Summary of this case from Stevenson v. StateOpinion
41134.
DECIDED SEPTEMBER 5, 1984.
D.U.I., etc.; constitutional question. Clarke State Court. Before Judge Pittard.
Hudson Montgomery, Kenneth Kalivoda, for appellant.
Ken Stula, Solicitor, Kent Lawrence, Assistant Solicitor, for appellee.
Joe Nelson Lester was arrested for driving under the influence of alcohol, laying drags, and attempting to elude a police officer on September 17, 1983. He was convicted in the State Court of Clarke County on January 25, 1984 of driving under the influence and attempting to elude an officer. He was fined $800 and sentenced to twelve months probation and eighty hours of community service. On appeal, he raises nine enumerations of error. Finding no error, we affirm.
At 1:45 a. m. on September 17, 1983, appellant left the Night Owl Lounge, a bar on Atlanta Highway in Athens, in his pick-up truck. Officer Charles Porterfield, who was backing up a fellow officer at a traffic stop in the Night Owl parking lot, noticed appellant exiting at a high rate of speed. He pursued appellant, recorded the license tag number of the truck, and turned on his blue lights and siren. Appellant continued on until he came to Epps Bridge Road, where he turned right.

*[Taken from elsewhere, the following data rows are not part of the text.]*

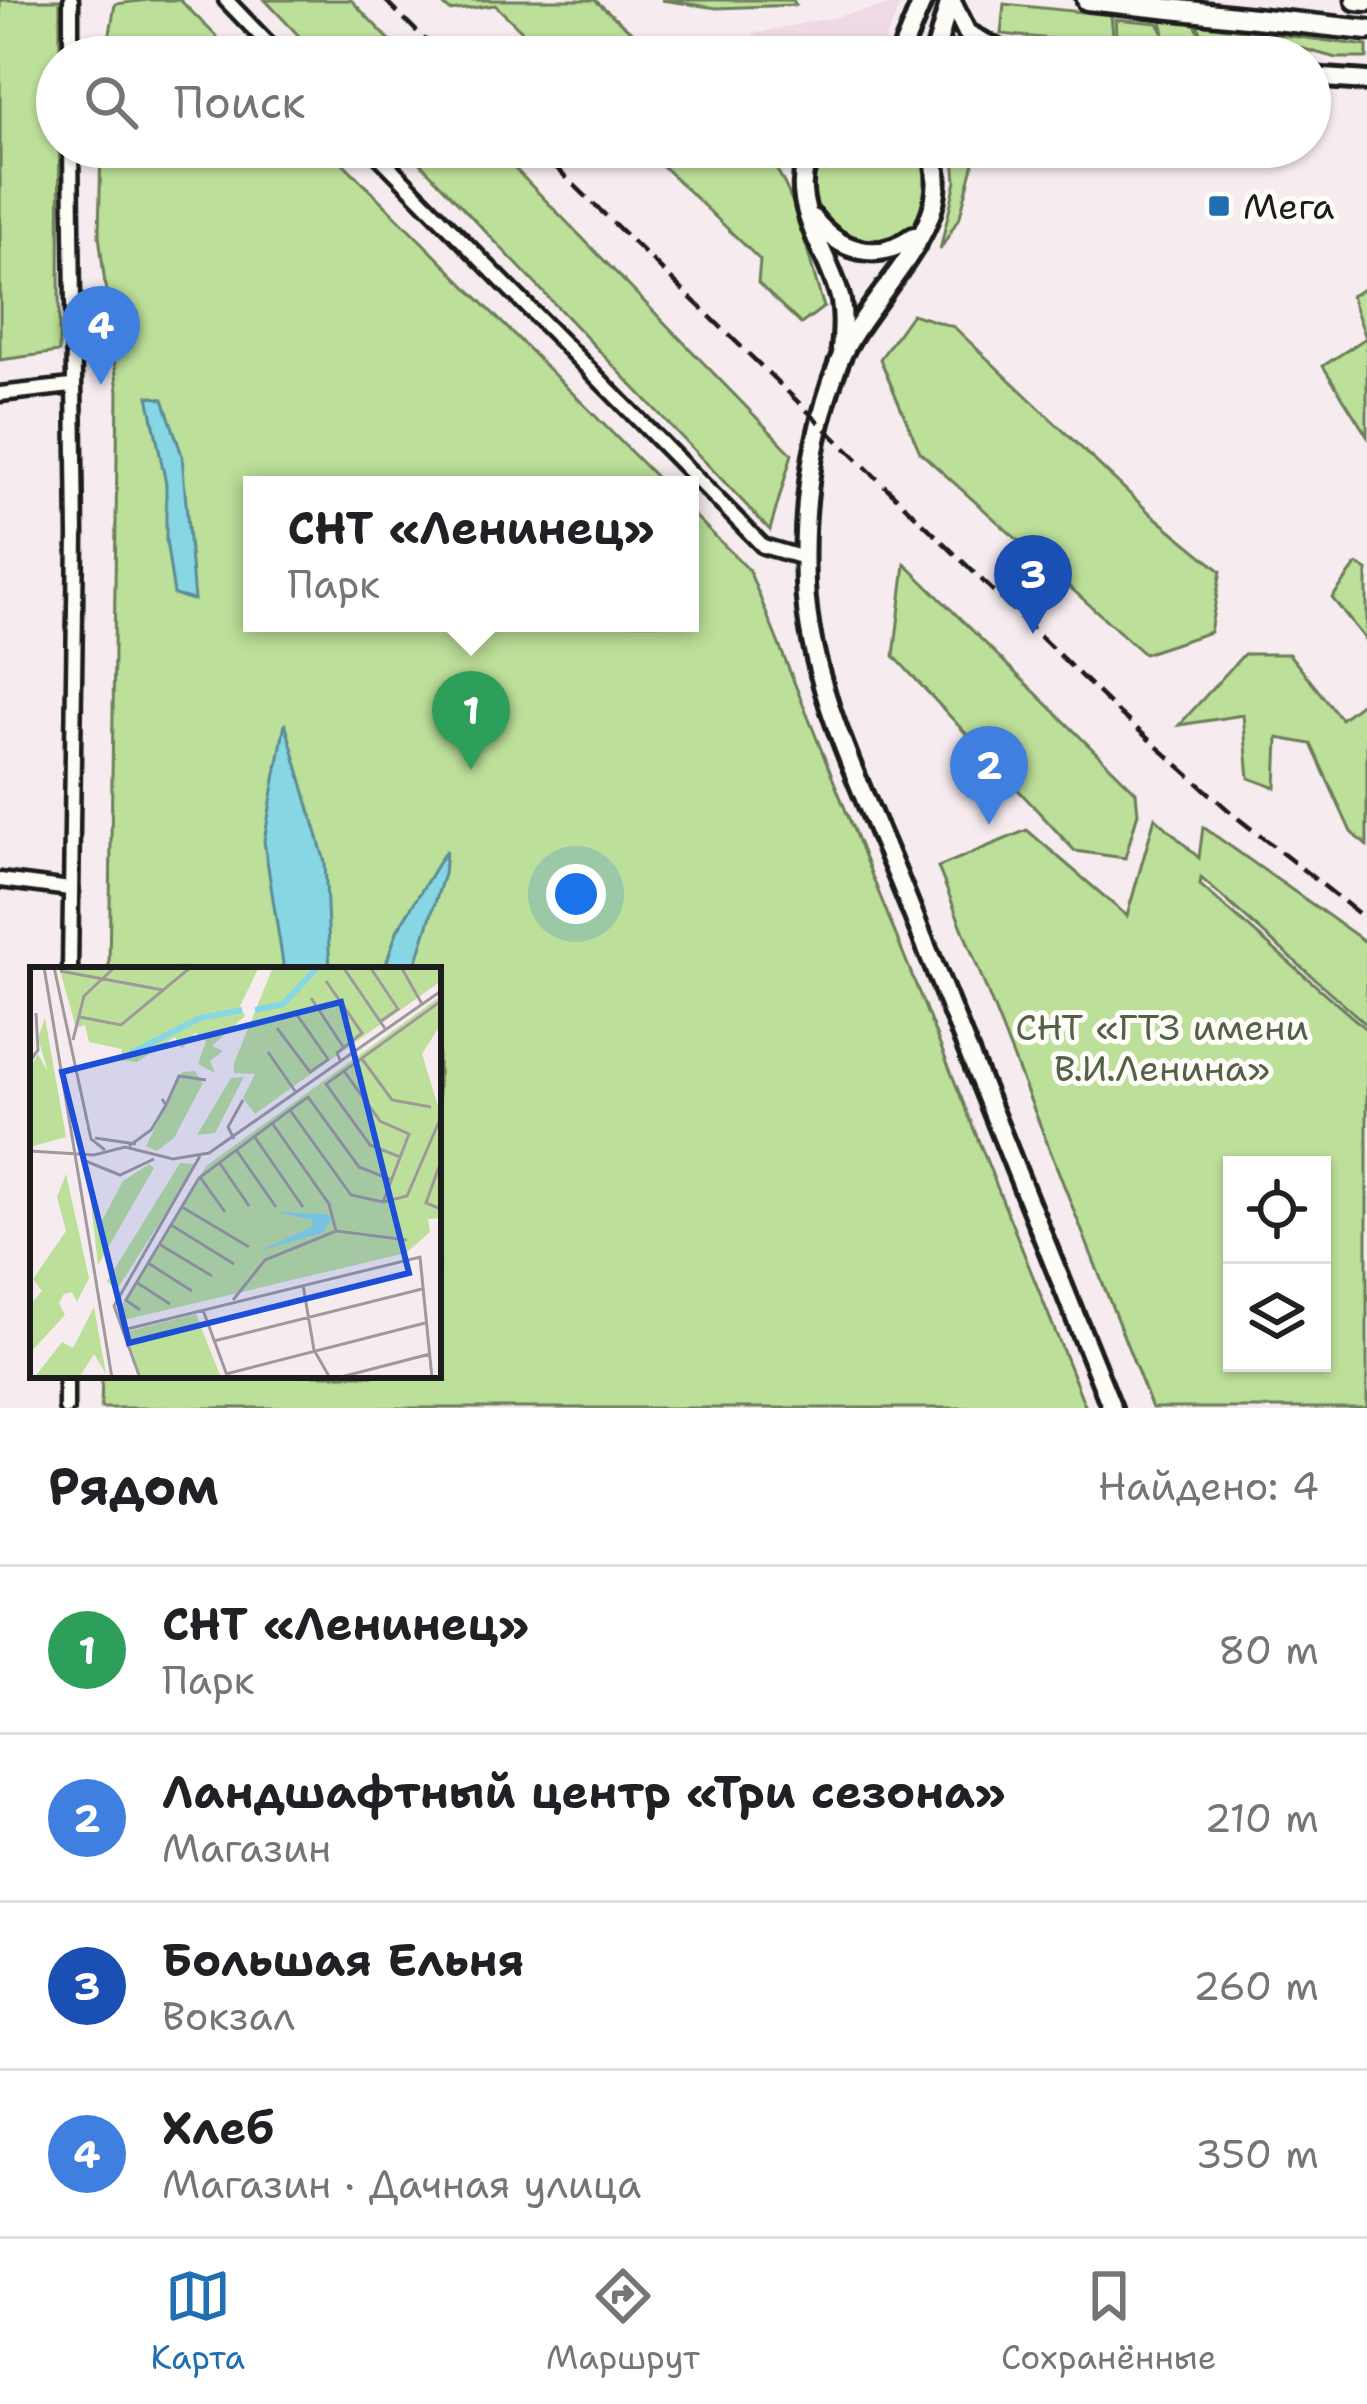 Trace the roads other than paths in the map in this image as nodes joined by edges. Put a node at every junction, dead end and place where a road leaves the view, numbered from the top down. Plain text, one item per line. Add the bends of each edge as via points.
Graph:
1 (71, 0) edge
2 (226, 0) edge
3 (923, 0) edge
4 (950, 0) edge
5 (1087, 0) edge
6 (1356, 0) edge
7 (1367, 1) edge
8 (1367, 30) edge
9 (71, 36) edge
10 (261, 36) edge
11 (908, 36) edge
12 (940, 36) edge
13 (972, 36) edge
14 (1331, 78) edge
15 (1367, 81) edge
16 (71, 168) edge
17 (391, 168) edge
18 (807, 168) edge
19 (938, 168) edge
20 (808, 212) junction
21 (922, 229) junction
22 (839, 362) junction
23 (71, 386) junction
24 (0, 394) edge
25 (694, 476) edge
26 (699, 481) edge
27 (804, 558) junction
28 (0, 880) edge
29 (70, 889) junction
30 (70, 967) edge
31 (1112, 1408) edge

1 - 9 street
2 - 10 street
3 - 11 main road
4 - 12 main road
4 - 13 main road
5 - 8 main road
6 - 7 main road
14 - 15 main road
16 - 23 street
17 - 25 street
18 - 20 main road
19 - 21 main road via 939,190
20 - 21 main road via 827,237 872,252
20 - 22 main road via 840,296
21 - 22 main road
22 - 27 main road via 805,491
23 - 24 street
23 - 29 street
26 - 27 street via 763,546
27 - 31 main road via 819,665 839,723
28 - 29 street
29 - 30 street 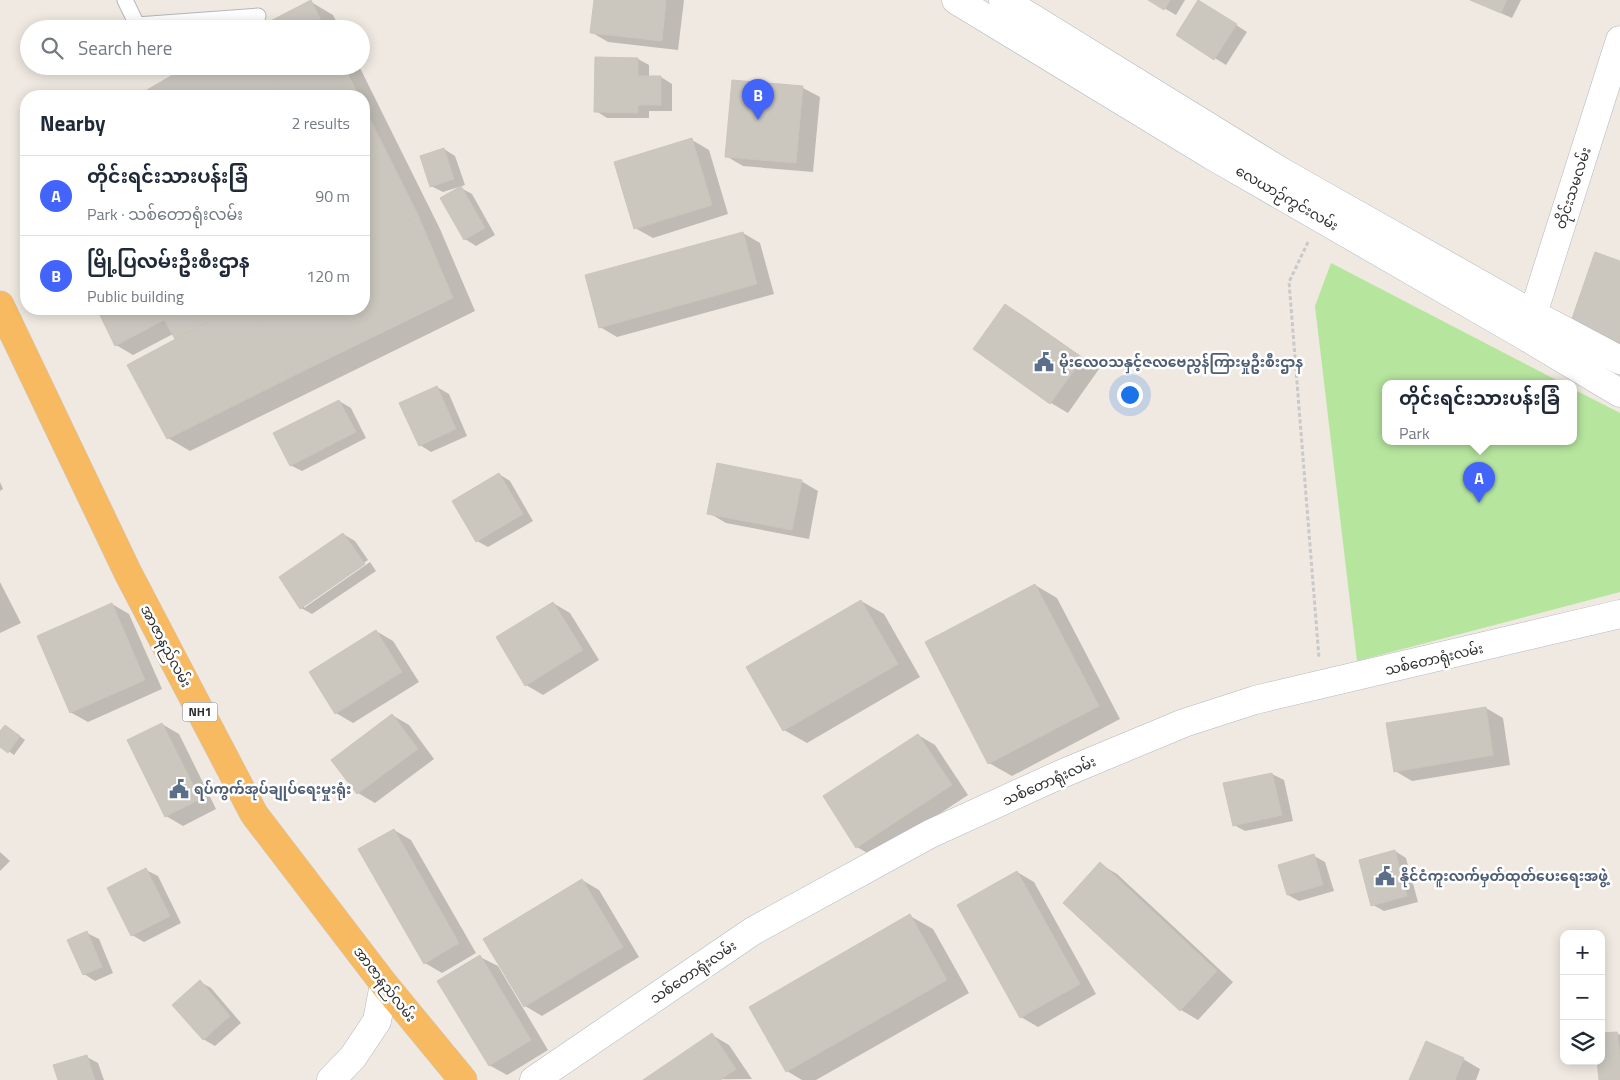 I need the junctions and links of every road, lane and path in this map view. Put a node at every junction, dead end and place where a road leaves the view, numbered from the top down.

Appellant finally pulled into a Majik Market on Epps Bridge Road and stepped out of his truck. Officer Porterfield noticed that appellant slurred his words. He also smelled alcohol on appellant's breath. He took appellant to the Clarke County jail. There, Officer Terry Arnold tested appellant on the intoximeter. Appellant's blood consisted of .16% alcohol by weight.
1. Appellant asserts, in enumerations 1 and 2, that subsection (a) (4) of the Georgia Driving Under the Influence Statute (OCGA § 40-6-391) is void-for-vagueness and therefore violates the Due Process Clause of the Fourteenth Amendment to the United States Constitution and the Due Process Clause of the Constitution of the State of Georgia. Appellant does not claim that the description of the prohibited conduct is vague. He complains that the average person cannot detect that conduct until he has been arrested and given a chemical test, so that notice that the conduct is prohibited is meaningless.
OCGA § 40-6-391 (a) (4) "(a) A person shall not drive or be in actual physical control of any moving vehicle while:. . . (4) There is 0.12 percent or more by weight of alcohol in his blood."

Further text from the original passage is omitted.